I didn't do so hot on my writing goals this week. In fact, I've fallen short of my 10 page goal for two weeks in a row now. Drat. But then I got to thinking about last year. I started a short story on the 20th of March, and by Mothers Day, I was on page 20, and was pretty impressed with that. This year, I started a novel on the 16th of March and now on Mothers Day, I'm on page 70! That's quite a difference from last year, so I won't feel too bad about falling a little short.
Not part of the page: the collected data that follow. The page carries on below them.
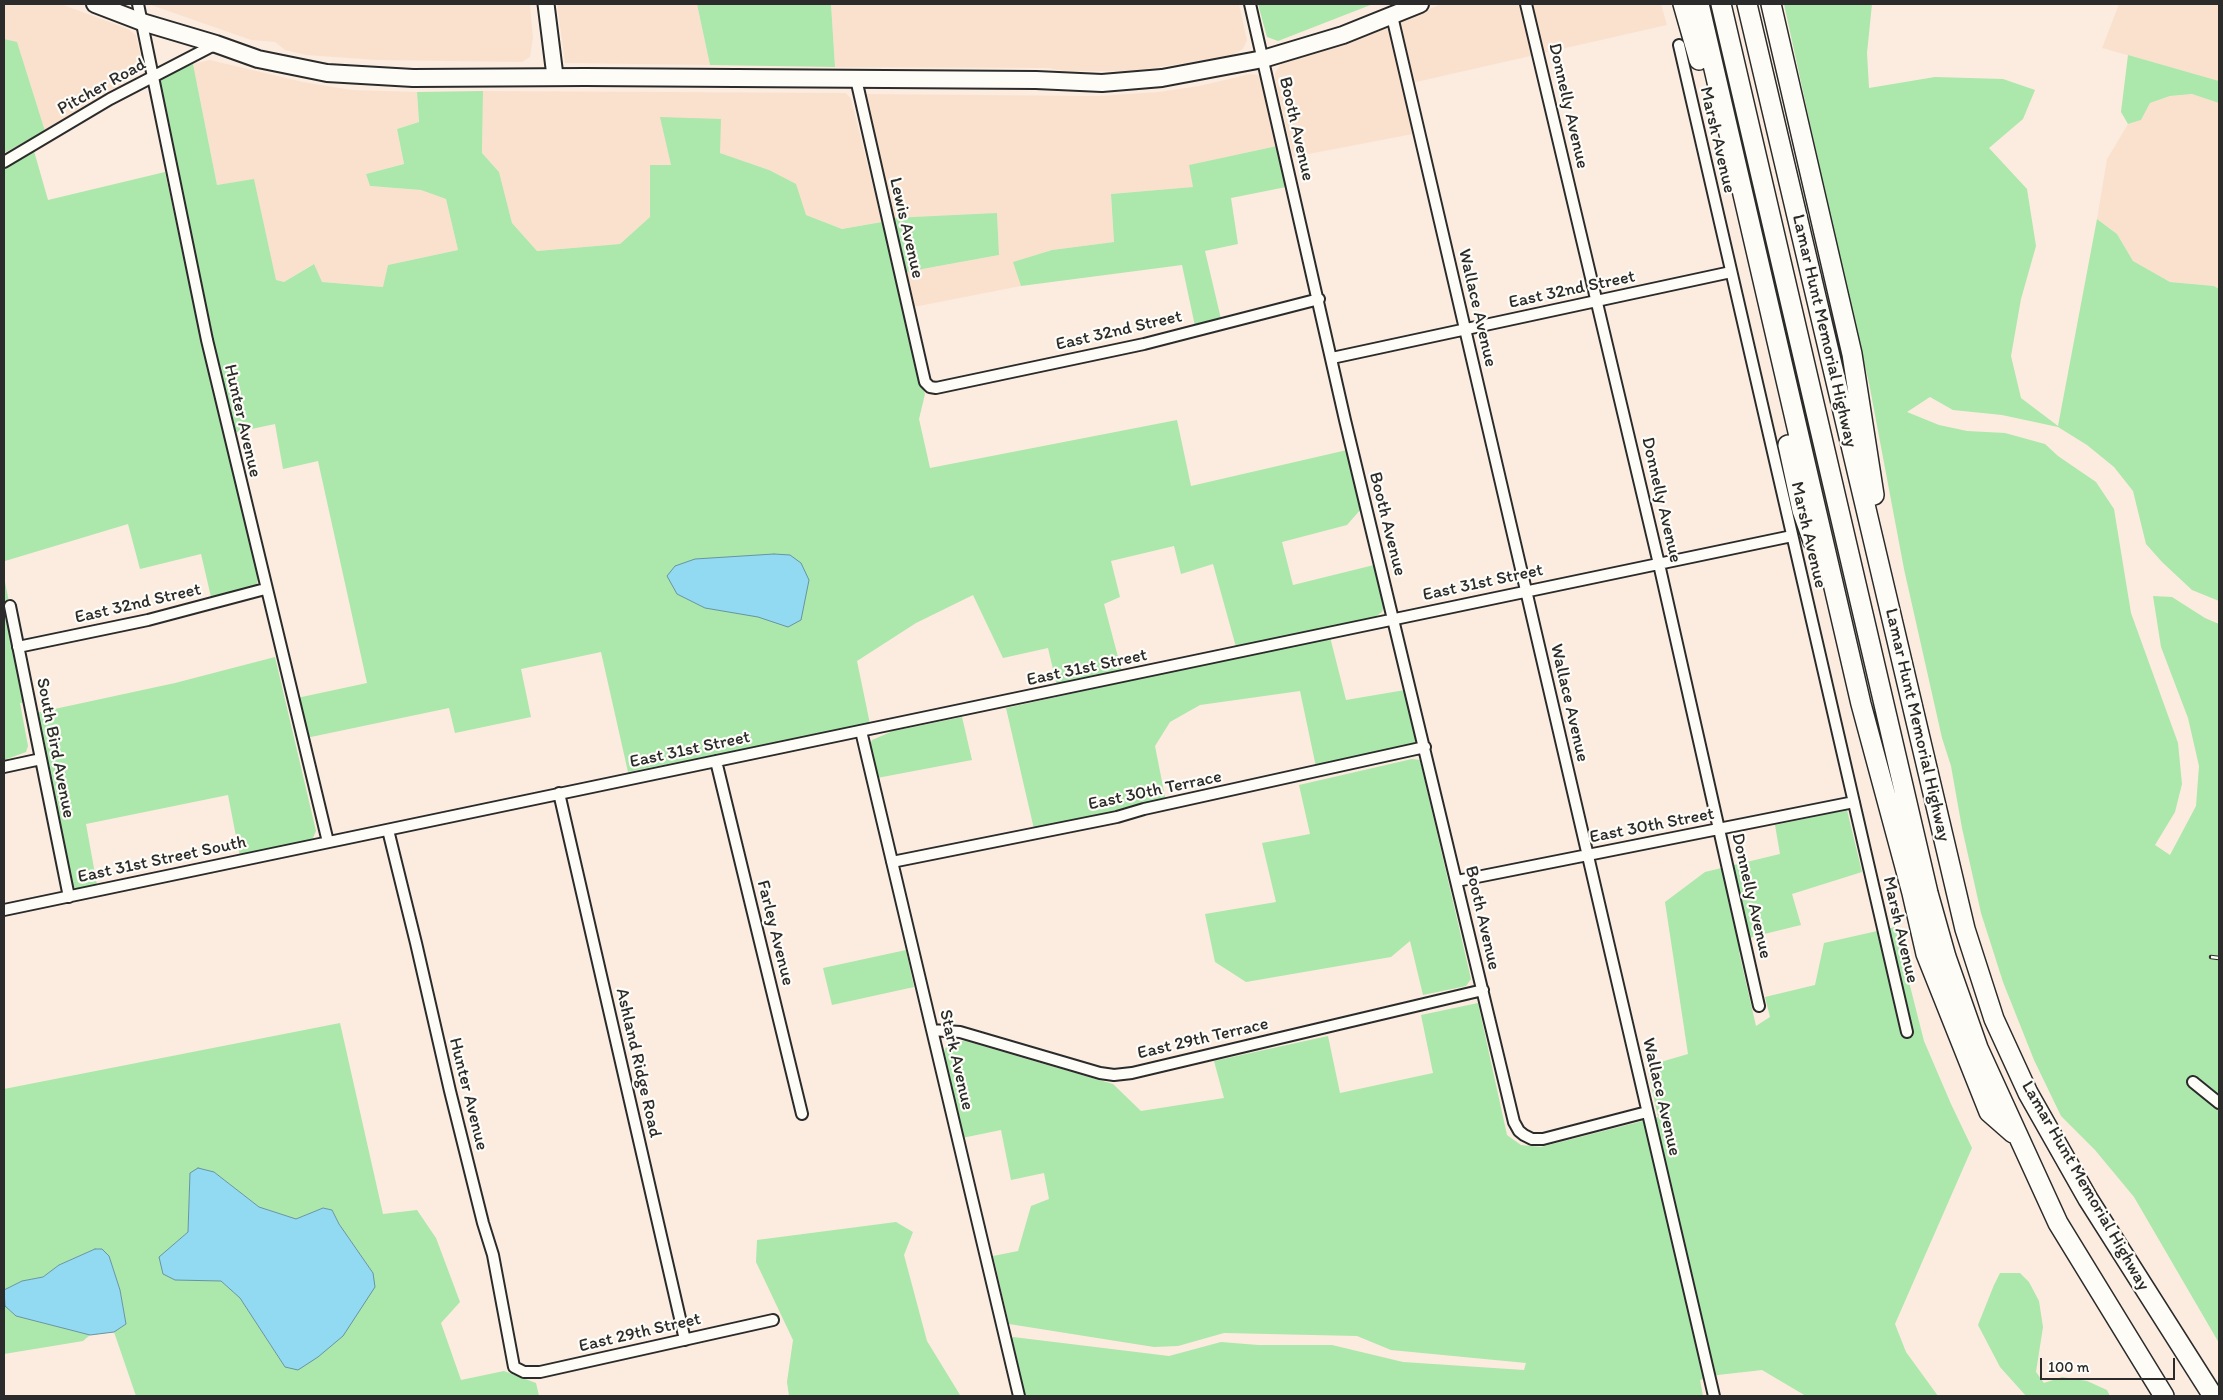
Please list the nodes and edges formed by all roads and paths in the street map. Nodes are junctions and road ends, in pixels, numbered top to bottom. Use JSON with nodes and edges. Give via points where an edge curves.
{"nodes":[{"id":1,"x":95,"y":4,"type":"edge"},
{"id":2,"x":138,"y":4,"type":"edge"},
{"id":3,"x":546,"y":4,"type":"edge"},
{"id":4,"x":1250,"y":4,"type":"edge"},
{"id":5,"x":1420,"y":4,"type":"edge"},
{"id":6,"x":1526,"y":4,"type":"edge"},
{"id":7,"x":1682,"y":4,"type":"edge"},
{"id":8,"x":1699,"y":4,"type":"edge"},
{"id":9,"x":1721,"y":4,"type":"edge"},
{"id":10,"x":1747,"y":4,"type":"edge"},
{"id":11,"x":1771,"y":4,"type":"edge"},
{"id":12,"x":1392,"y":16,"type":"junction"},
{"id":13,"x":142,"y":22,"type":"junction"},
{"id":14,"x":216,"y":44,"type":"junction"},
{"id":15,"x":1678,"y":46,"type":"dead end"},
{"id":16,"x":1263,"y":59,"type":"junction"},
{"id":17,"x":555,"y":76,"type":"junction"},
{"id":18,"x":153,"y":77,"type":"junction"},
{"id":19,"x":856,"y":79,"type":"junction"},
{"id":20,"x":4,"y":162,"type":"edge"},
{"id":21,"x":1731,"y":272,"type":"junction"},
{"id":22,"x":1319,"y":299,"type":"junction"},
{"id":23,"x":1597,"y":302,"type":"junction"},
{"id":24,"x":1466,"y":330,"type":"junction"},
{"id":25,"x":1332,"y":358,"type":"junction"},
{"id":26,"x":926,"y":384,"type":"joint"},
{"id":27,"x":1792,"y":536,"type":"junction"},
{"id":28,"x":1876,"y":551,"type":"junction"},
{"id":29,"x":1660,"y":564,"type":"junction"},
{"id":30,"x":1834,"y":586,"type":"junction"},
{"id":31,"x":265,"y":589,"type":"junction"},
{"id":32,"x":1526,"y":591,"type":"junction"},
{"id":33,"x":10,"y":606,"type":"dead end"},
{"id":34,"x":1394,"y":618,"type":"junction"},
{"id":35,"x":18,"y":646,"type":"junction"},
{"id":36,"x":861,"y":731,"type":"junction"},
{"id":37,"x":1425,"y":747,"type":"junction"},
{"id":38,"x":41,"y":759,"type":"junction"},
{"id":39,"x":716,"y":761,"type":"junction"},
{"id":40,"x":4,"y":766,"type":"edge"},
{"id":41,"x":559,"y":793,"type":"junction"},
{"id":42,"x":1854,"y":802,"type":"junction"},
{"id":43,"x":388,"y":830,"type":"junction"},
{"id":44,"x":1719,"y":830,"type":"junction"},
{"id":45,"x":328,"y":842,"type":"junction"},
{"id":46,"x":1587,"y":855,"type":"junction"},
{"id":47,"x":892,"y":862,"type":"junction"},
{"id":48,"x":1457,"y":882,"type":"junction"},
{"id":49,"x":69,"y":897,"type":"junction"},
{"id":50,"x":4,"y":910,"type":"edge"},
{"id":51,"x":1483,"y":990,"type":"junction"},
{"id":52,"x":1759,"y":1006,"type":"dead end"},
{"id":53,"x":932,"y":1030,"type":"junction"},
{"id":54,"x":1907,"y":1032,"type":"dead end"},
{"id":55,"x":2193,"y":1082,"type":"dead end"},
{"id":56,"x":2219,"y":1103,"type":"edge"},
{"id":57,"x":1647,"y":1112,"type":"junction"},
{"id":58,"x":802,"y":1114,"type":"dead end"},
{"id":59,"x":2018,"y":1138,"type":"junction"},
{"id":60,"x":773,"y":1320,"type":"dead end"},
{"id":61,"x":685,"y":1340,"type":"junction"},
{"id":62,"x":514,"y":1367,"type":"joint"},
{"id":63,"x":1019,"y":1396,"type":"edge"},
{"id":64,"x":1714,"y":1396,"type":"edge"},
{"id":65,"x":2164,"y":1396,"type":"edge"},
{"id":66,"x":2213,"y":1396,"type":"edge"}],
"edges":[{"from":1,"to":13,"type":"main road"},
{"from":2,"to":13,"type":"street","name":"Hunter Avenue"},
{"from":3,"to":17,"type":"main road"},
{"from":4,"to":16,"type":"street","name":"Booth Avenue"},
{"from":5,"to":12,"type":"main road"},
{"from":6,"to":23,"type":"street","name":"Donnelly Avenue"},
{"from":7,"to":30,"type":"highway","via":[[1694,37],[1802,510],[1821,562]]},
{"from":8,"to":30,"type":"highway"},
{"from":9,"to":59,"type":"highway","name":"Lamar Hunt Memorial Highway","via":[[1928,893],[1946,957],[1978,1048]]},
{"from":10,"to":28,"type":"highway","name":"Lamar Hunt Memorial Highway"},
{"from":11,"to":28,"type":"highway","via":[[1852,354],[1876,509]]},
{"from":12,"to":16,"type":"main road","via":[[1343,35]]},
{"from":12,"to":24,"type":"street","name":"Wallace Avenue"},
{"from":13,"to":14,"type":"main road"},
{"from":13,"to":18,"type":"street","name":"Hunter Avenue"},
{"from":14,"to":17,"type":"main road","via":[[268,62],[327,72],[413,78]]},
{"from":14,"to":18,"type":"street","name":"Pitcher Road"},
{"from":15,"to":21,"type":"street","name":"Marsh Avenue"},
{"from":16,"to":19,"type":"main road","via":[[1162,78],[1102,82]]},
{"from":16,"to":22,"type":"street","name":"Booth Avenue"},
{"from":17,"to":19,"type":"main road"},
{"from":18,"to":20,"type":"street","name":"Pitcher Road"},
{"from":18,"to":31,"type":"street","name":"Hunter Avenue","via":[[205,330]]},
{"from":19,"to":26,"type":"street","name":"Lewis Avenue"},
{"from":21,"to":23,"type":"street","name":"East 32nd Street"},
{"from":21,"to":27,"type":"street","name":"Marsh Avenue"},
{"from":22,"to":25,"type":"street","name":"Booth Avenue"},
{"from":22,"to":26,"type":"street","name":"East 32nd Street","via":[[1106,352],[936,388]]},
{"from":23,"to":24,"type":"street","name":"East 32nd Street"},
{"from":23,"to":29,"type":"street","name":"Donnelly Avenue"},
{"from":24,"to":25,"type":"street","name":"East 32nd Street"},
{"from":24,"to":32,"type":"street","name":"Wallace Avenue"},
{"from":25,"to":34,"type":"street","name":"Booth Avenue"},
{"from":27,"to":29,"type":"street","name":"East 31st Street"},
{"from":27,"to":42,"type":"street","name":"Marsh Avenue"},
{"from":28,"to":66,"type":"highway","name":"Lamar Hunt Memorial Highway","via":[[1965,929],[1994,1019],[2028,1093],[2088,1199]]},
{"from":29,"to":32,"type":"street","name":"East 31st Street"},
{"from":29,"to":44,"type":"street","name":"Donnelly Avenue"},
{"from":30,"to":59,"type":"highway","via":[[1926,954],[1990,1112]]},
{"from":31,"to":35,"type":"street","name":"East 32nd Street","via":[[148,620]]},
{"from":31,"to":45,"type":"street","name":"Hunter Avenue"},
{"from":32,"to":34,"type":"street","name":"East 31st Street"},
{"from":32,"to":46,"type":"street","name":"Wallace Avenue"},
{"from":33,"to":35,"type":"street","name":"South Bird Avenue"},
{"from":34,"to":36,"type":"street","name":"East 31st Street"},
{"from":34,"to":37,"type":"street","name":"Booth Avenue"},
{"from":35,"to":38,"type":"street","name":"South Bird Avenue"},
{"from":36,"to":39,"type":"street","name":"East 31st Street"},
{"from":36,"to":47,"type":"street","name":"Stark Avenue"},
{"from":37,"to":47,"type":"street","name":"East 30th Terrace","via":[[1118,817]]},
{"from":37,"to":48,"type":"street","name":"Booth Avenue"},
{"from":38,"to":40,"type":"street"},
{"from":38,"to":49,"type":"street","name":"South Bird Avenue"},
{"from":39,"to":41,"type":"street","name":"East 31st Street"},
{"from":39,"to":58,"type":"street","name":"Farley Avenue"},
{"from":41,"to":43,"type":"street","name":"East 31st Street"},
{"from":41,"to":61,"type":"street","name":"Ashland Ridge Road"},
{"from":42,"to":44,"type":"street","name":"East 30th Street"},
{"from":42,"to":54,"type":"street","name":"Marsh Avenue"},
{"from":43,"to":45,"type":"street","name":"East 31st Street South"},
{"from":43,"to":62,"type":"street","name":"Hunter Avenue","via":[[493,1255]]},
{"from":44,"to":46,"type":"street","name":"East 30th Street"},
{"from":44,"to":52,"type":"street","name":"Donnelly Avenue"},
{"from":45,"to":49,"type":"street","name":"East 31st Street South"},
{"from":46,"to":48,"type":"street","name":"East 30th Street"},
{"from":46,"to":57,"type":"street","name":"Wallace Avenue"},
{"from":47,"to":53,"type":"street","name":"Stark Avenue"},
{"from":48,"to":51,"type":"street","name":"Booth Avenue"},
{"from":49,"to":50,"type":"street","name":"East 31st Street South"},
{"from":51,"to":53,"type":"street","name":"East 29th Terrace","via":[[1114,1075],[960,1032]]},
{"from":51,"to":57,"type":"street","name":"Booth Avenue","via":[[1514,1122],[1524,1135],[1543,1139]]},
{"from":53,"to":63,"type":"street","name":"Stark Avenue"},
{"from":55,"to":56,"type":"street"},
{"from":57,"to":64,"type":"street","name":"Wallace Avenue"},
{"from":59,"to":65,"type":"highway","name":"Lamar Hunt Memorial Highway","via":[[2058,1222]]},
{"from":60,"to":61,"type":"street","name":"East 29th Street"},
{"from":61,"to":62,"type":"street","name":"East 29th Street","via":[[540,1372],[524,1372]]}]}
Here's a picture of me with some writing friends:

We had a great evening together. Thanks, gals!

Sunday, May 3, 2009

Write Right Now

On Saturday, I attended the League of Utah Writers Spring Workshop, Write Right Now, with my friend Suzette. I arrived two hours late, because I had to go to my womens choir dress rehearsal first, so I missed the impromptu writing exercise contest, and hearing Jessica Day George speak. I did get there in time to hear Dave Wolverton speak about choosing an agent. After that, Kirk Shaw of Covenant spoke about professional courtesy and maintaining good relationships with everyone involved in your writing career. Very good advice. Then we had lunch. Since there was a problem with my pre-registration (they didn't get it), I had to wait until everyone else got lunch before I could get one. Suzette said she'd save me a seat. When I got my lunch, I found her sitting next to Dave Wolverton. I was tickled. What a brave gal she is. We had a good discussion around the table. Suzette and I exchanged blog addresses with the lady sitting next to me, who also writes science fiction. She made my day when I gave her my blog address and she said, "Oh, yeah. I've heard of that." So, if you're reading this, thanks, Michelle. We bought some books, and talked a little more with Dave Wolverton. He offered us some posters and wrist bands for his Ravenspell series to give to our kids. (My kids, BTW, were thrilled. Even the teenagers.) I got brave enough (with Suzette's help) to talk to an editor about my LDS science fiction novel manuscript. After lunch was a panel discussion. Most of the questions were about marketing books, and I got some good information. Lee Nelson of Cedar Fort talked to us about his company and what their submission review process is like. My friend, Kathleen Dalton-Woodbury gave us some great advice on getting out of the slush pile. I also got to reconnect with my friend Annette Lyon, whom I haven't seen for years. I was secretary the year that she was the LUW Chapter president. I was so glad that I went. It was a fun and productive day.